Clever Algorithms: Nature-Inspired Programming Recipes

By Jason Brownlee PhD

Home | Read Online

This is the ad-supported version of the book. Buy it now if you like it.




The Perceptron algorithm belongs to the field of Artificial Neural Networks and more broadly Computational Intelligence. It is a single layer feedforward neural network (single cell network) that inspired many extensions and variants, not limited to ADALINE and the Widrow-Hoff learning rules.

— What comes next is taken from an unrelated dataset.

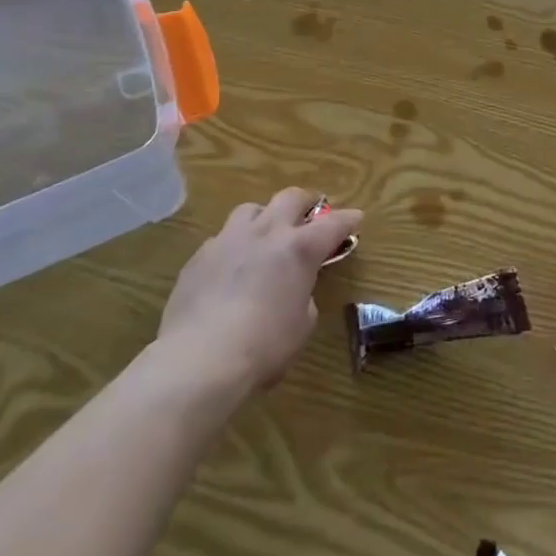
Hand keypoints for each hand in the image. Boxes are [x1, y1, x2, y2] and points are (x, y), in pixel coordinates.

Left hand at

The Perceptron is inspired by the information processing of a single neural cell (called a neuron). A neuron accepts input signals via its dendrites, which pass the electrical signal down to the cell body. The axon carry the signal out to synapses, which are the connections of a cell's axon to other cell's dendrites. In a synapse, the electrical activity is converted into molecular activity (neurotransmitter molecules crossing the synaptic cleft and binding with receptors). The molecular binding develops an electrical signal which is passed onto the connected cells dendrites.


The information processing objective of the technique is to model a given function by modifying internal weightings of input signals to produce an expected output signal. The system is trained using a supervised learning method, where the error between the system's output and a known expected output is presented to the system and used to modify its internal state. State is maintained in a set of weightings on the input signals. The weights are used to represent an abstraction of the mapping of input vectors to the output signal for the examples that the system was exposed to during training.


The Perceptron is comprised of a data structure (weights) and separate procedures for training and applying the structure. The structure is really just a vector of weights (one for each expected input) and a bias term.

Algorithm (below) provides a pseudocode for training the Perceptron. A weight is initialized for each input plus an additional weight for a fixed bias constant input that is almost always set to 1.0. The activation of the network to a given input pattern is calculated as follows:

$activation \leftarrow \sum_{k=1}^{n}\big( w_{k} \times x_{ki}\big) + w_{bias} \times 1.0$

where $n$ is the number of weights and inputs, $x_{ki}$ is the $k^{th}$ attribute on the $i^{th}$ input pattern, and $w_{bias}$ is the bias weight. The weights are updated as follows:

$w_{i}(t+1) = w_{i}(t) + \alpha \times (e(t)-a(t)) \times x_{i}(t)$

where $w_i$ is the $i^{th}$ weight at time $t$ and $t+1$, $\alpha$ is the learning rate, $e(t)$ and $a(t)$ are the expected and actual output at time $t$, and $x_i$ is the $i^{th}$ input. This update process is applied to each weight in turn (as well as the bias weight with its contact input).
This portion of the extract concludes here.